Fioramonti, a member of the left-wing Five-Star Movement who wants schools to remove crucifixes from their classrooms, has no problem introducing what he admits is a “Trojan horse” that will “infiltrate” all school courses with the climate-change faith, according to the New York Times.

Fioramonti’s mandate, which he claims is permitted under a law passed last year, requires students to have 33 hours of climate-change and “environmental sustainability” instruction each school year beginning next September, reported the paper. “That 33-hour-a-year lesson, he said, will be used as a pilot program to ultimately fold the climate agenda of the United Nations into the entire curriculum.”

In other words, under the guise of studying math, science, or geography, students will be actually be inculcated with propaganda about the so-called climate emergency and the solutions to the alleged crisis — including population controlcarbon taxes, and global wealth redistribution — offered by “experts” such as Jeffrey Sachs of the Harvard Institute for International Development and Kate Raworth of Oxford University’s Environmental Change Institute, both of whom will be advising the ministry as it prepares its curriculum.

“The entire ministry is being changed to make sustainability and climate the center of the education model,” Fioramonti told Reuters. “I want to make the Italian education system the first education system that puts the environment and society at the core of everything we learn in school.”

Fioramonti described his vision for climate-change indoctrination to the Times:

For children age 6 to 11, he said, “we are thinking of using the fairy-tale model,” in which stories from different cultures would emphasize a connection to the environment. Middle schoolers would be expected to learn more technical information, and high school students would explore the United Nations’ 2030 Agenda for Sustainable Development in depth.

The New American reported that the 2030 Agenda is a “practically undisguised roadmap to global socialism and corporatism/fascism,” so it comes as no surprise that a progressive such as Fioramonti would be an enthusiastic booster of it. “The 21st century citizen,” he told the Times, “must be a sustainable citizen.”

Indeed, Fioramonti is for very big government. He has pushed new taxes on airline tickets, plastic, sugary foods, gambling, and oil drilling. He also encouraged students to skip school to participate in September’s climate protests.

Italian environmentalist organizations are not quite as enamored of Fioramonti’s education plan as he is. Edoardo Zanchini, vice president of Legambiente, Italy’s largest green group, told the Times that while teaching children about climate change is “certainly very important,” the world “cannot wait for the next generation” to address the alleged crisis. Meanwhile, Chicco Testa, president of Assombiente, urged the government not to teach just one side of the climate debate.

“To listen to people who say different things is good,” he said. “What the UN says is not gospel.”

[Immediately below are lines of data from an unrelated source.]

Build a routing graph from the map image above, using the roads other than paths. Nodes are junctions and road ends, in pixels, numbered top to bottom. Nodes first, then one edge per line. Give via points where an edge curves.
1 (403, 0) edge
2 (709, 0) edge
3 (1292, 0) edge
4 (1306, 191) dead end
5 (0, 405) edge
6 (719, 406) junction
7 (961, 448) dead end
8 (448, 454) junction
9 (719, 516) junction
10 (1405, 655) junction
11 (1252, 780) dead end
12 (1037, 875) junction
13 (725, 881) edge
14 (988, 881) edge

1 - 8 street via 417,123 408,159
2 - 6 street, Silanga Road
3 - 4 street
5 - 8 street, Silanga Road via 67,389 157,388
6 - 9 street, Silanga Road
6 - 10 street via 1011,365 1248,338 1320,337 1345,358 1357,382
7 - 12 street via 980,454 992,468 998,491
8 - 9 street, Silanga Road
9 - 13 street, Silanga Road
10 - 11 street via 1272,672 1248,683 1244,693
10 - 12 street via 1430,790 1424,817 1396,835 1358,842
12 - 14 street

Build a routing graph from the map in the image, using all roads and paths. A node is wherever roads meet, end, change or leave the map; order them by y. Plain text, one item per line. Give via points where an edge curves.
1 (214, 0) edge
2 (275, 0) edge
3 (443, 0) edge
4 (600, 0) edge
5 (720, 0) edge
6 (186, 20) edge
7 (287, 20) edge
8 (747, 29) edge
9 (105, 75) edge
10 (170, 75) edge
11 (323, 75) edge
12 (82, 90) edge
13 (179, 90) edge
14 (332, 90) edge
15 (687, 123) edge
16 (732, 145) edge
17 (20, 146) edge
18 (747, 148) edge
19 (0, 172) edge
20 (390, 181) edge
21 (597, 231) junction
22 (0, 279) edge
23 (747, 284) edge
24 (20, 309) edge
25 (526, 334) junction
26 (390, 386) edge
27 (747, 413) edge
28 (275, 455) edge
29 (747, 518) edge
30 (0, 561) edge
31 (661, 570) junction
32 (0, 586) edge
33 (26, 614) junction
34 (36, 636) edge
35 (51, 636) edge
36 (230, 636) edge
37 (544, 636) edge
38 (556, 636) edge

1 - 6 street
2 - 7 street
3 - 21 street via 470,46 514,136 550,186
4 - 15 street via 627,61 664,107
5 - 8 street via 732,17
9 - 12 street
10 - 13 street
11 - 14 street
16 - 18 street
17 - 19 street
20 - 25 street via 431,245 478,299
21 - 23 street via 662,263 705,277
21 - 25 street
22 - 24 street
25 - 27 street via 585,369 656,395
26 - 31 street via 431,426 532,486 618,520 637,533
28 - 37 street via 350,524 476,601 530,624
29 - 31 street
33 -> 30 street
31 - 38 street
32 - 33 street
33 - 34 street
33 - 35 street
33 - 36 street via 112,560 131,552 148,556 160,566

That, of course, is anathema to true believers such as Fioramonti. Referring to an incident during a cold spell last May when then-Interior Minister Matteo Salvini of the nationalist League party mocked the idea of global warming, Fioramonti told the Times,

“That’s the kind of nonsense we want to avoid by educating children that this is the most important challenge humanity has ever faced. And I want to secure this before there is any change in government that can imperil that kind of process.”

The good news for Italians is that the Five-Star-led government is already on shaky ground — Salvini is the most popular politician in the country — and may not remain in power for long, which could put the kibosh on Fioramonti’s plans.

“Italy’s many government collapses in recent years have cut short other educational programs,” wrote the Times. “An attempt by a left-leaning government to teach children how to spot disinformation, for example, was discontinued after it lost power.”

A proper, unbiased course in recognizing disinformation, however, could have been beneficial. Then kids would have been able to see through the climate-change hogwash their government intends to feed them.